From the Department of Ophthalmology (Y. Chen S. and S.M.H.), National Cheng Kung University Hospital, College of Medicine, National Cheng Kung University, Tainan, Taiwan. Electronic address:

Published: November 2024

Purpose: To investigate postoperative pain variations in vitreoretinal surgeries conducted with combined regional-general anesthesia or general anesthesia.

Design: Systematic review and meta-analysis.

Methods: A systematic search of the PubMed, Embase, and Cochrane Library databases was conducted to identify relevant randomized controlled trials published before December 26, 2023. Studies comparing vitreoretinal surgeries conducted under combined anesthesia to general anesthesia were included, while studies using only regional anesthesia were excluded. The quality of the studies was assessed using the Cochrane Collaboration risk of bias tool, and the results are presented as odds ratios or standardized mean differences (SMDs) with 95% confidence intervals (CIs). I statistic was calculated to assess heterogeneity. The primary outcomes in our study included the proportions of patients needing as-needed postoperative analgesics, dosage of as-needed postoperative analgesia medications, and time to the first demand for as-needed postoperative analgesia. The secondary outcomes included postoperative pain scores at 0.5, 1, 2, 4, 6, 12, 24 hours (h), duration of surgery and anesthesia, and percentage of patients experiencing postoperative nausea and vomiting.
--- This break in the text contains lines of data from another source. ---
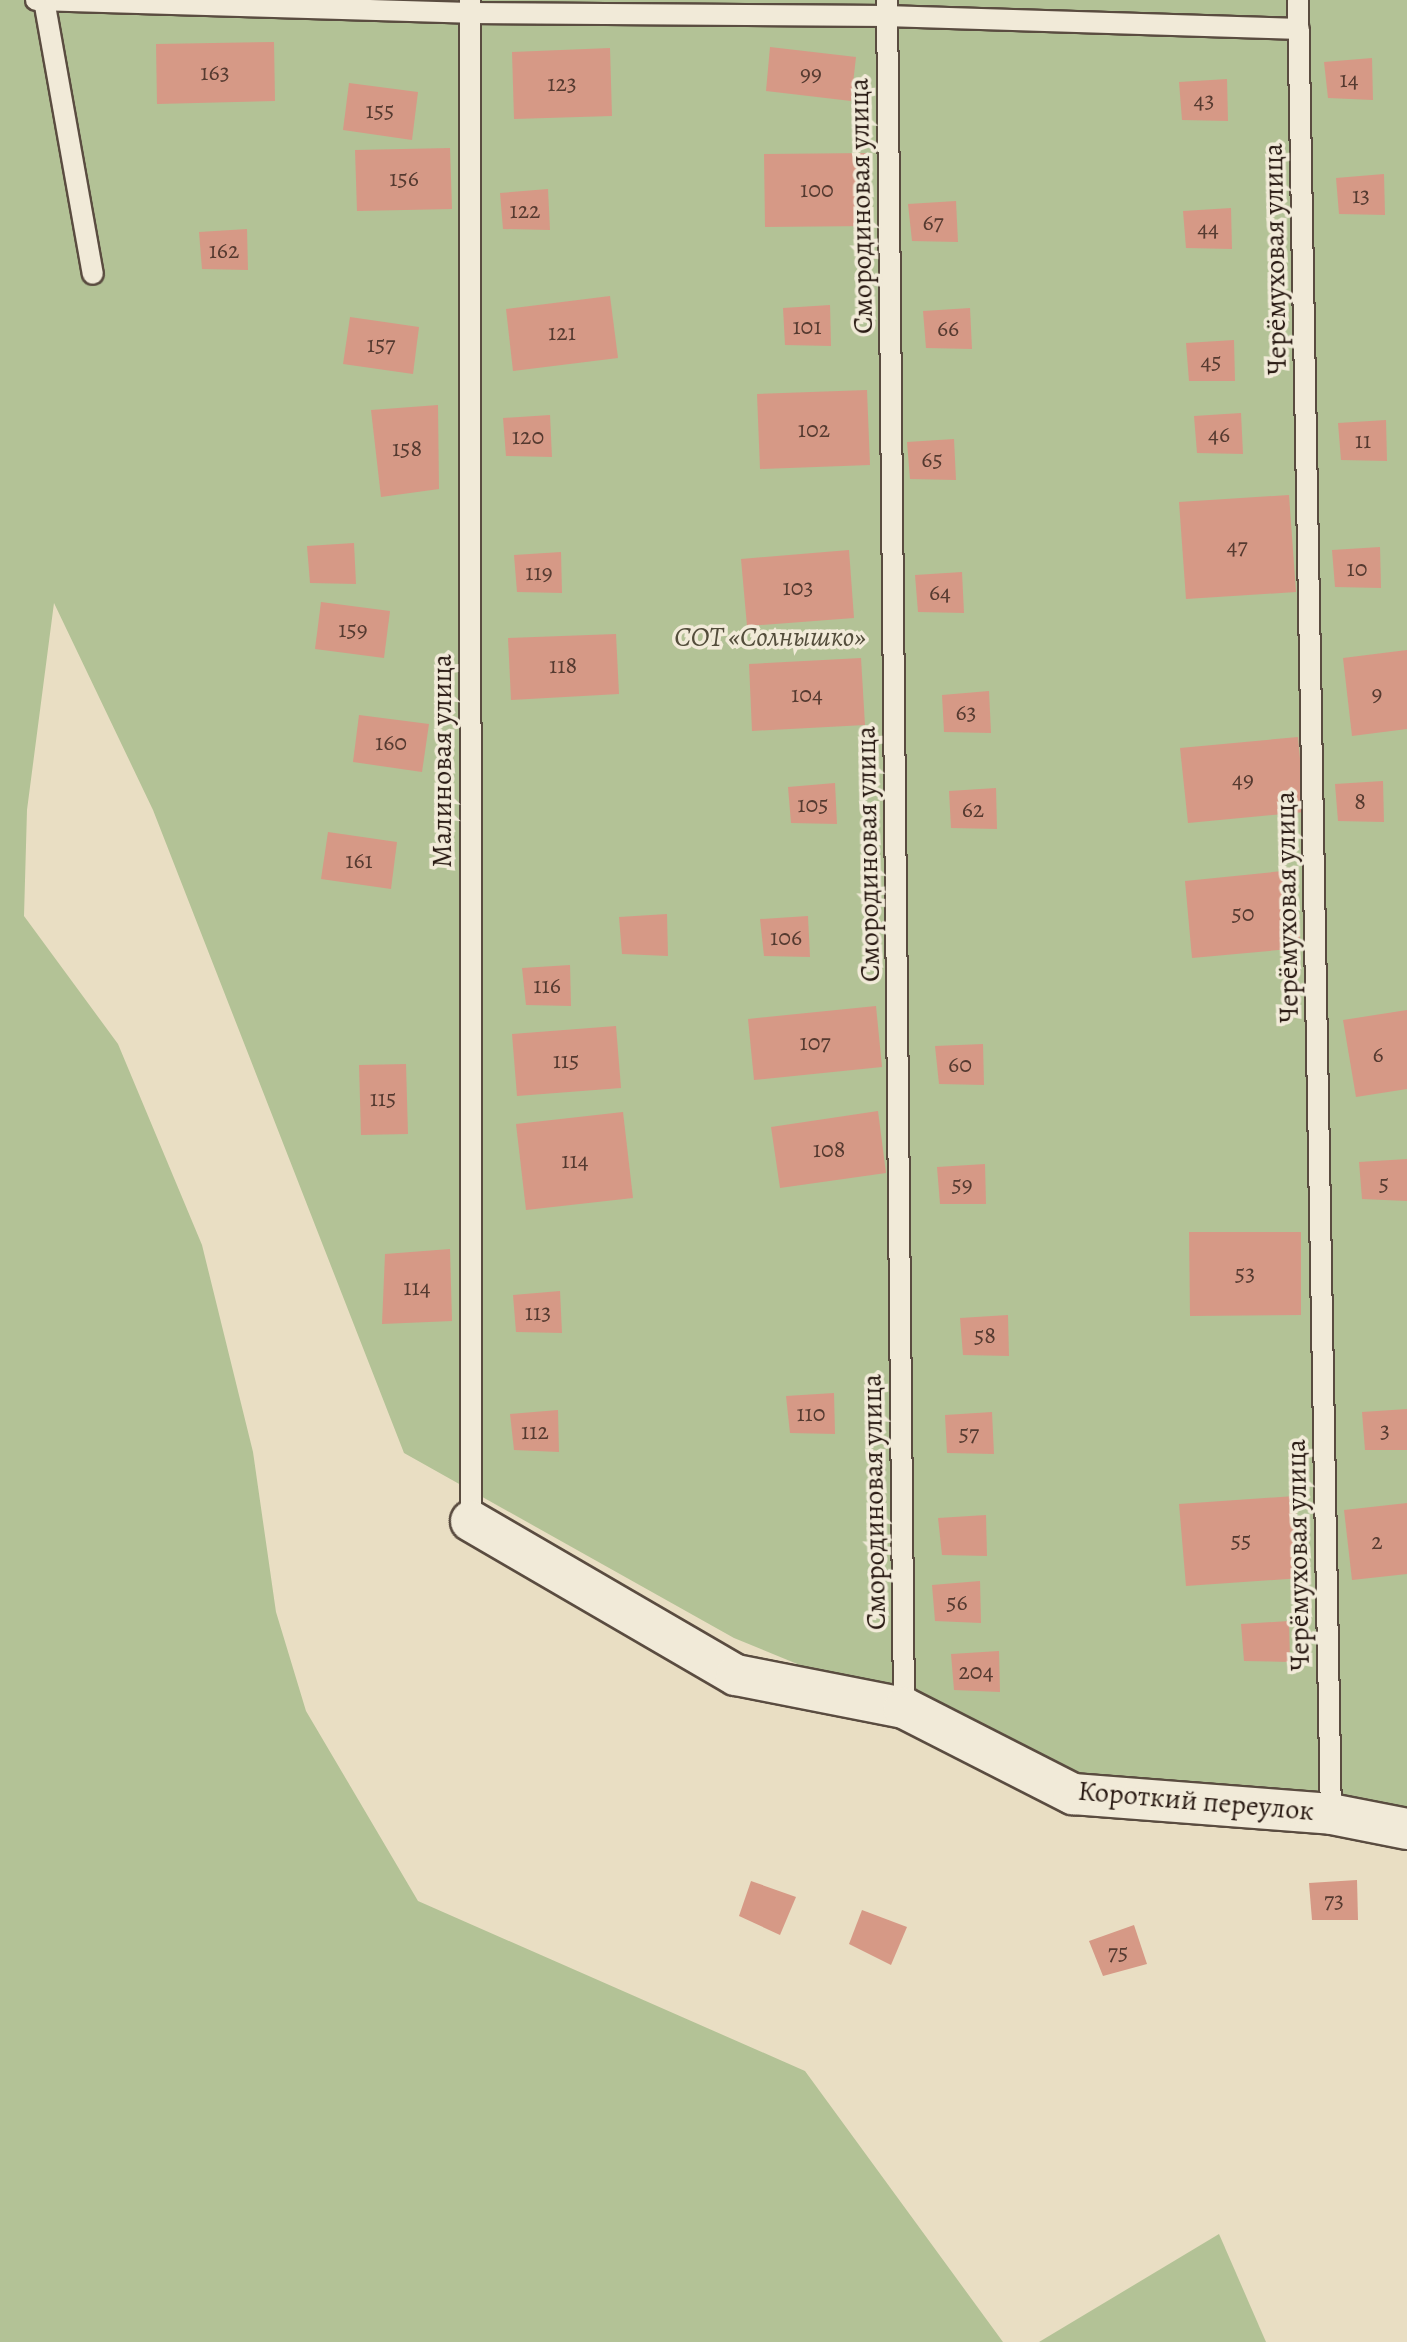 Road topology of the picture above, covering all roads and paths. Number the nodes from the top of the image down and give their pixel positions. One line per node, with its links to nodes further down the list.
1 (1298, 0): 5 (lane, Черёмуховая улица)
2 (41, 1): 3 (lane); 6 (lane)
3 (470, 7): 4 (lane); 7 (lane, Малиновая улица)
4 (887, 8): 5 (lane); 8 (lane, Смородиновая улица)
5 (1299, 29): 9 (lane, Черёмуховая улица)
6 (93, 274)
7 (471, 1521): 8 (street, Короткий переулок)
8 (904, 1708): 9 (street, Короткий переулок)
9 (1331, 1814): 10 (street, Короткий переулок)
10 (1407, 1829)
Results: A total of 19 randomized controlled trials involving 1314 patients were analyzed. Combined anesthesia was associated with lower proportions of patients needing as-needed postoperative analgesics (odds ratio, 0.218 95% CI, 0.114-0.418, I = 55.2%), reduced dosage of as-needed postoperative analgesia medications (SMD, -1.429, 95% CI, -2.395 to -0.462, I = 90.4%), and longer time to the first demand for as-needed postoperative analgesia compared with general anesthesia alone (SMD, 2.650, 95% CI, 1.169-4.132, I = 96.5%). The effect of additional regional anesthesia lasted for 6 h (0.5 h SMD, -1.471, 95% CI, -2.498 to -0.444, I = 90.5%; 1 h, -1.507, -2.309 to -0.705, 92.7%; 2 h -1.487, -2.300 to -0.674, 93.2%; 4 h -1.052, -1.708 to -0.396, 89.5%; 6 h -1.053, -1.932 to -0.174, 93.4%; 12 h -0.286, -0.648 to 0.076, 57.1%; 24 h -0.297, -0.624 to 0.029, 64.0%). Combined anesthesia decreased postoperative nausea and vomiting risk without affecting the surgical or anesthesia duration.

Conclusions: Combined anesthesia demonstrated additional postoperative analgesic effects versus general anesthesia only. Further research is needed to validate the results of our study and to identify vision-threatening complications.